#### [Prompt]
Please report how many lines of the following entries hold the word "Bedell", giving the number alone.

Items listed in a dataset:
━━━━
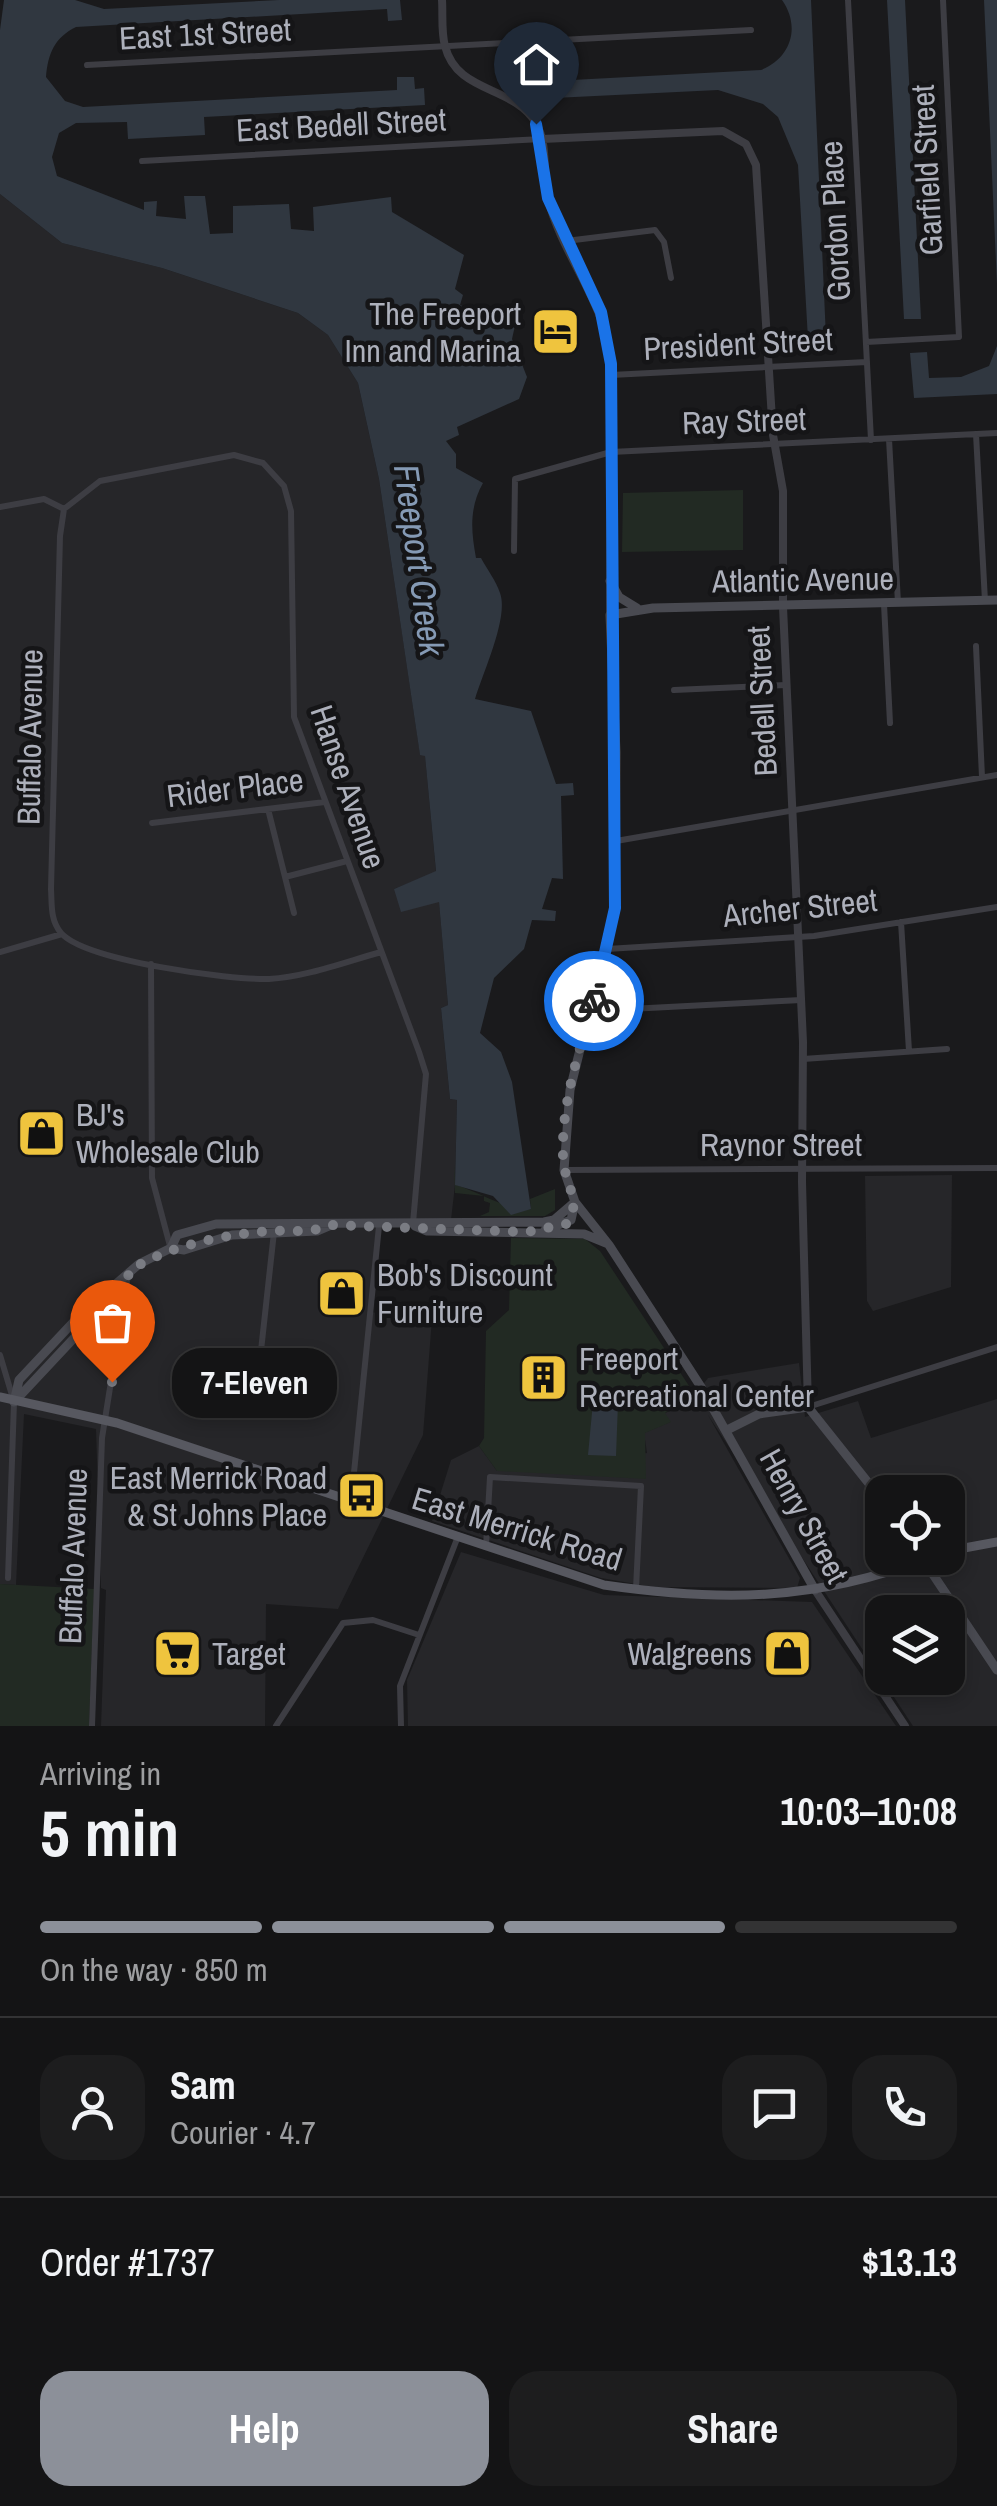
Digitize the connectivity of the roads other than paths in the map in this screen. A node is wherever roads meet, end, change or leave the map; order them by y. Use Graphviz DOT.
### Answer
graph roads {
  1 [pos="442,0"];
  2 [pos="848,0"];
  3 [pos="943,0"];
  4 [pos="751,30"];
  5 [pos="445,46"];
  6 [pos="88,65"];
  7 [pos="542,140"];
  8 [pos="142,161"];
  9 [pos="566,241"];
  10 [pos="671,278"];
  11 [pos="959,337"];
  12 [pos="866,342"];
  13 [pos="867,362"];
  14 [pos="768,367"];
  15 [pos="611,375"];
  16 [pos="997,433"];
  17 [pos="976,434"];
  18 [pos="890,439"];
  19 [pos="871,440"];
  20 [pos="774,445"];
  21 [pos="611,452"];
  22 [pos="0,507"];
  23 [pos="64,509"];
  24 [pos="514,551"];
  25 [pos="610,581"];
  26 [pos="985,600"];
  27 [pos="997,600"];
  28 [pos="884,604"];
  29 [pos="898,604"];
  30 [pos="783,607"];
  31 [pos="640,608"];
  32 [pos="610,615"];
  33 [pos="976,646"];
  34 [pos="786,685"];
  35 [pos="674,690"];
  36 [pos="890,723"];
  37 [pos="997,774"];
  38 [pos="982,777"];
  39 [pos="325,802"];
  40 [pos="268,809"];
  41 [pos="792,810"];
  42 [pos="152,823"];
  43 [pos="616,841"];
  44 [pos="347,861"];
  45 [pos="285,877"];
  46 [pos="997,907"];
  47 [pos="294,913"];
  48 [pos="901,922"];
  49 [pos="62,934"];
  50 [pos="798,936"];
  51 [pos="608,948"];
  52 [pos="0,952"];
  53 [pos="381,952"];
  54 [pos="151,964"];
  55 [pos="801,1000"];
  56 [pos="591,1011"];
  57 [pos="947,1049"];
  58 [pos="909,1052"];
  59 [pos="803,1058"];
  60 [pos="997,1168"];
  61 [pos="802,1169"];
  62 [pos="564,1170"];
  63 [pos="575,1202"];
  64 [pos="274,1226"];
  65 [pos="379,1226"];
  66 [pos="413,1226"];
  67 [pos="527,1232"];
  68 [pos="609,1245"];
  69 [pos="171,1248"];
  70 [pos="129,1271"];
  71 [pos="93,1308"];
  72 [pos="121,1331"];
  73 [pos="997,1347"];
  74 [pos="0,1355"];
  75 [pos="258,1378"];
  76 [pos="0,1398"];
  77 [pos="14,1402"];
  78 [pos="0,1406"];
  79 [pos="808,1407"];
  80 [pos="106,1420"];
  81 [pos="726,1430"];
  82 [pos="865,1479"];
  83 [pos="351,1503"];
  84 [pos="457,1539"];
  85 [pos="997,1542"];
  86 [pos="486,1548"];
  87 [pos="965,1548"];
  88 [pos="879,1575"];
  89 [pos="936,1575"];
  90 [pos="8,1578"];
  91 [pos="636,1590"];
  92 [pos="815,1590"];
  93 [pos="420,1635"];
  94 [pos="997,1670"];
  95 [pos="92,1726"];
  96 [pos="276,1726"];
  97 [pos="401,1726"];
  98 [pos="905,1726"];
  1 -- 5 [label="street"];
  2 -- 12 [label="street, Gordon Place"];
  3 -- 11 [label="street, Garfield Street"];
  4 -- 5 [label="street, East 1st Street"];
  5 -- 6 [label="street, East 1st Street"];
  5 -- 7 [label="street"];
  7 -- 8 [label="street, East Bedell Street"];
  7 -- 9 [label="street"];
  7 -- 14 [label="street, Bedell Street"];
  9 -- 10 [label="street"];
  9 -- 15 [label="street"];
  11 -- 12 [label="street, President Street"];
  12 -- 13 [label="street, Gordon Place"];
  13 -- 14 [label="street, President Street"];
  13 -- 19 [label="street, Gordon Place"];
  14 -- 15 [label="street, President Street"];
  14 -- 20 [label="street, Bedell Street"];
  15 -- 21 [label="street"];
  16 -- 17 [label="street, Ray Street"];
  17 -- 18 [label="street, Ray Street"];
  17 -- 26 [label="street"];
  18 -- 19 [label="street, Ray Street"];
  18 -- 29 [label="street"];
  19 -- 20 [label="street, Ray Street"];
  20 -- 21 [label="street, Ray Street"];
  20 -- 30 [label="street, Bedell Street"];
  21 -- 24 [label="street, Ray Street"];
  21 -- 25 [label="street"];
  22 -- 23 [label="street"];
  23 -- 39 [label="street, Hanse Avenue"];
  23 -- 49 [label="street, Buffalo Avenue"];
  25 -- 31 [label="main road"];
  25 -- 32 [label="street"];
  26 -- 27 [label="main road, Atlantic Avenue"];
  26 -- 29 [label="main road, Atlantic Avenue"];
  28 -- 29 [label="main road, Atlantic Avenue"];
  28 -- 30 [label="main road, Atlantic Avenue"];
  28 -- 36 [label="street"];
  30 -- 31 [label="main road, Atlantic Avenue"];
  30 -- 34 [label="street, Bedell Street"];
  31 -- 32 [label="main road, Atlantic Avenue"];
  32 -- 43 [label="main road"];
  33 -- 38 [label="street"];
  34 -- 35 [label="street"];
  34 -- 41 [label="street, Bedell Street"];
  37 -- 38 [label="street"];
  38 -- 41 [label="street"];
  39 -- 40 [label="street, Rider Place"];
  39 -- 44 [label="street, Hanse Avenue"];
  40 -- 42 [label="street, Rider Place"];
  40 -- 45 [label="street"];
  41 -- 43 [label="street"];
  41 -- 50 [label="street, Bedell Street"];
  43 -- 51 [label="main road"];
  44 -- 45 [label="street"];
  44 -- 53 [label="street, Hanse Avenue"];
  45 -- 47 [label="street"];
  46 -- 48 [label="street, Archer Street"];
  48 -- 50 [label="street, Archer Street"];
  48 -- 58 [label="street"];
  49 -- 52 [label="street"];
  49 -- 54 [label="street"];
  50 -- 51 [label="street, Archer Street"];
  50 -- 55 [label="street, Bedell Street"];
  51 -- 56 [label="main road"];
  53 -- 54 [label="street"];
  53 -- 66 [label="street, Hanse Avenue"];
  54 -- 69 [label="street"];
  55 -- 56 [label="street"];
  55 -- 59 [label="street, Bedell Street"];
  56 -- 62 [label="main road"];
  57 -- 58 [label="street"];
  58 -- 59 [label="street"];
  59 -- 61 [label="street, Bedell Street"];
  60 -- 61 [label="street, Raynor Street"];
  61 -- 62 [label="street, Raynor Street"];
  61 -- 79 [label="street, Bedell Street"];
  62 -- 63 [label="main road, Henry Street"];
  63 -- 66 [label="main road"];
  63 -- 67 [label="main road"];
  63 -- 68 [label="main road, Henry Street"];
  64 -- 65 [label="main road"];
  64 -- 69 [label="main road"];
  64 -- 75 [label="street"];
  65 -- 66 [label="main road"];
  65 -- 83 [label="street"];
  66 -- 67 [label="main road"];
  67 -- 68 [label="main road"];
  68 -- 81 [label="main road, Henry Street"];
  69 -- 70 [label="main road"];
  70 -- 71 [label="main road"];
  70 -- 72 [label="street, Buffalo Avenue"];
  71 -- 72 [label="main road"];
  71 -- 77 [label="main road"];
  72 -- 80 [label="street, Buffalo Avenue"];
  73 -- 79 [label="street"];
  74 -- 77 [label="street"];
  76 -- 77 [label="main road, East Merrick Road"];
  77 -- 78 [label="main road"];
  77 -- 80 [label="main road, East Merrick Road"];
  77 -- 90 [label="street"];
  79 -- 81 [label="main road"];
  79 -- 82 [label="main road"];
  80 -- 83 [label="main road, East Merrick Road"];
  80 -- 95 [label="street, Buffalo Avenue"];
  81 -- 92 [label="main road, Henry Street"];
  83 -- 84 [label="main road, East Merrick Road"];
  84 -- 86 [label="main road, East Merrick Road"];
  84 -- 93 [label="street"];
  85 -- 87 [label="main road"];
  86 -- 91 [label="main road, East Merrick Road"];
  86 -- 91 [label="street"];
  88 -- 92 [label="main road, East Merrick Road"];
  89 -- 94 [label="main road"];
  91 -- 92 [label="main road, East Merrick Road"];
  92 -- 98 [label="street, Henry Street"];
  93 -- 96 [label="street"];
  93 -- 97 [label="street"];
}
━━━━
#### [Answer box]
11